Set in contemporary Washington, with its
special-interest groups, idealists, deal-makers, ambitious reporters, and vice-prone politicians, “House of Cards” has blatant echoes of “Macbeth,” “Richard III”
and “Othello.” The power-lusting House Majority Whip Frank Underwood, played by Kevin Spacey, plots his revenge with Iago-like intensity after being passed over for the position of
Secretary of State. Driven on by his equally calculating wife (portrayed by an icy and remote Robin Wright), Underwood plays political chess while his colleagues play checkers, manipulating events and
pulling all the levels of power to achieve his goals.

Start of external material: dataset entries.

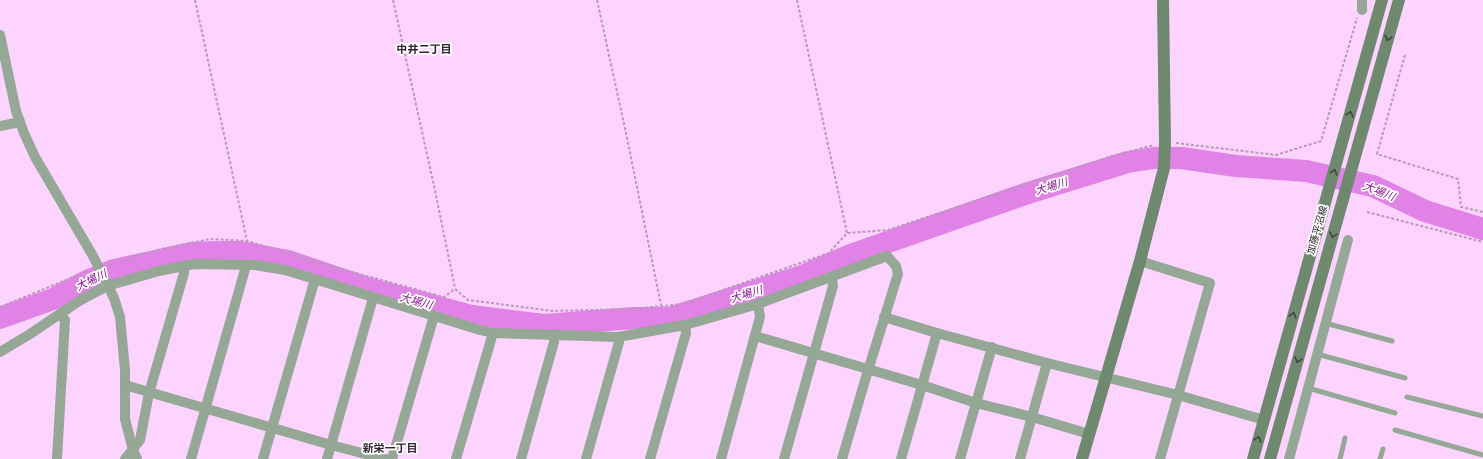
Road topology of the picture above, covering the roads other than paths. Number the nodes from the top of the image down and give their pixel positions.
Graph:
1 (1163, 0) edge
2 (1382, 0) edge
3 (1399, 0) edge
4 (0, 35) edge
5 (20, 122) junction
6 (0, 126) edge
7 (1348, 240) dead end
8 (1140, 261) junction
9 (183, 266) junction
10 (246, 266) junction
11 (102, 275) junction
12 (832, 277) junction
13 (314, 279) junction
14 (373, 298) junction
15 (758, 304) junction
16 (60, 314) junction
17 (434, 316) junction
18 (884, 317) junction
19 (1326, 323) junction
20 (685, 325) junction
21 (493, 333) junction
22 (937, 333) junction
23 (554, 334) junction
24 (755, 336) junction
25 (618, 337) junction
26 (1392, 341) dead end
27 (992, 347) junction
28 (0, 352) edge
29 (814, 354) junction
30 (1317, 354) junction
31 (1047, 363) junction
32 (868, 369) junction
33 (1105, 378) junction
34 (1404, 378) dead end
35 (125, 385) junction
36 (922, 385) junction
37 (1308, 388) junction
38 (149, 392) junction
39 (1178, 395) junction
40 (1407, 397) dead end
41 (976, 403) junction
42 (206, 409) junction
43 (1395, 413) dead end
44 (1483, 416) edge
45 (1032, 417) junction
46 (1264, 420) junction
47 (272, 428) junction
48 (1395, 430) dead end
49 (1089, 434) junction
50 (1346, 438) dead end
51 (331, 445) junction
52 (1383, 449) dead end
53 (135, 454) edge
54 (1483, 455) edge
55 (57, 459) edge
56 (125, 459) edge
57 (191, 459) edge
58 (263, 459) edge
59 (327, 459) edge
60 (385, 459) edge
61 (392, 459) edge
62 (456, 459) edge
63 (521, 459) edge
64 (586, 459) edge
65 (650, 459) edge
66 (721, 459) edge
67 (784, 459) edge
68 (842, 459) edge
69 (901, 459) edge
70 (960, 459) edge
71 (1020, 459) edge
72 (1082, 459) edge
73 (1160, 459) edge
74 (1253, 459) edge
75 (1270, 459) edge
76 (1289, 459) edge
77 (1340, 459) edge
78 (1380, 459) edge

1 - 8 main road
46 -> 2 main road, 加藤平沼線
3 -> 75 main road, 加藤平沼線
4 - 5 street
5 - 6 street
5 - 11 street
7 - 19 street
8 - 33 main road
8 - 39 street
9 - 10 street
9 - 11 street
9 - 38 street
10 - 13 street
10 - 42 street
11 - 16 street
11 - 35 street
12 - 15 street
12 - 18 street
12 - 29 street
13 - 14 street
13 - 47 street
14 - 17 street
14 - 51 street
15 - 20 street
15 - 24 street
16 - 28 street
16 - 55 street
17 - 21 street
17 - 61 street
18 - 22 street
18 - 32 street
19 - 26 lane
19 - 30 street
20 - 25 street
20 - 65 street
21 - 23 street
21 - 62 street
22 - 27 street
22 - 36 street
23 - 25 street
23 - 63 street
24 - 29 street
24 - 66 street
25 - 64 street
27 - 31 street
27 - 41 street
29 - 32 street
29 - 67 street
30 - 34 lane
30 - 37 street
31 - 33 street
31 - 45 street
32 - 36 street
32 - 68 street
33 - 39 street
33 - 49 main road
35 - 38 street
35 - 53 street
36 - 41 street
36 - 69 street
37 - 43 lane
37 - 76 street
38 - 42 street
38 - 53 street
39 - 46 street
39 - 73 street
40 - 44 lane
41 - 45 street
41 - 70 street
42 - 47 street
42 - 57 street
45 - 49 street
45 - 71 street
74 -> 46 main road, 加藤平沼線
47 - 51 street
47 - 58 street
48 - 54 lane
49 - 72 main road
50 - 77 lane
51 - 59 street
51 - 60 street
52 - 78 lane
53 - 56 street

Political geniuses like Frank Underwood are not common -- but as readers of Robert Caro’s biography of Lyndon Johnson know, they do
pop up from time to time. Nothing that Underwood achieves on Capitol Hill is as surprising as what LBJ managed in the U.S. Senate, where he became Majority Leader after just four years in office and
forced through the first Civil Rights bill of the modern era (see Caro’s “Master of the Senate” for the jaw-dropping details.)
Yet, unfortunately for the verisimilitude of
the show, the Washington depicted in “House of Cards” no longer exists. In “House of Cards,” the members of Congress are old-fashioned politicians who actually make deals and
balance conflicting special interests. Something like that may have been still true in the Reagan and Clinton years but Washington today is filled with ideological true believers who
won’t be bought off with perks and petty compromises. In one preposterous howler, Underwood plots to depose the Speaker of the House by aligning the Black Caucus in a power-sharing arrangement
with the GOP. Members on both sides of the aisle will do a lot to get committee chairs, but no modern Congressperson, would make an ideological compromise like that.
Although
“House of Cards” has an outdated view of how Washington operates, even its most feverish and surreal scenes feels more revealing of the human condition than other Washington-based series
like “The West Wing,” “Veep,” and (God forbid) “1600 Avenue.” There will always be people who’ll do almost anything for power, prestige and status and
“House of Cards” gets inside their heads.
I can’t wait for season two. The title of the series suggests that Underwood is too clever by half and that his plots will
eventually collapse like a house of cards. I just wish I knew someone I could talk to about this without “spoiling” it for him.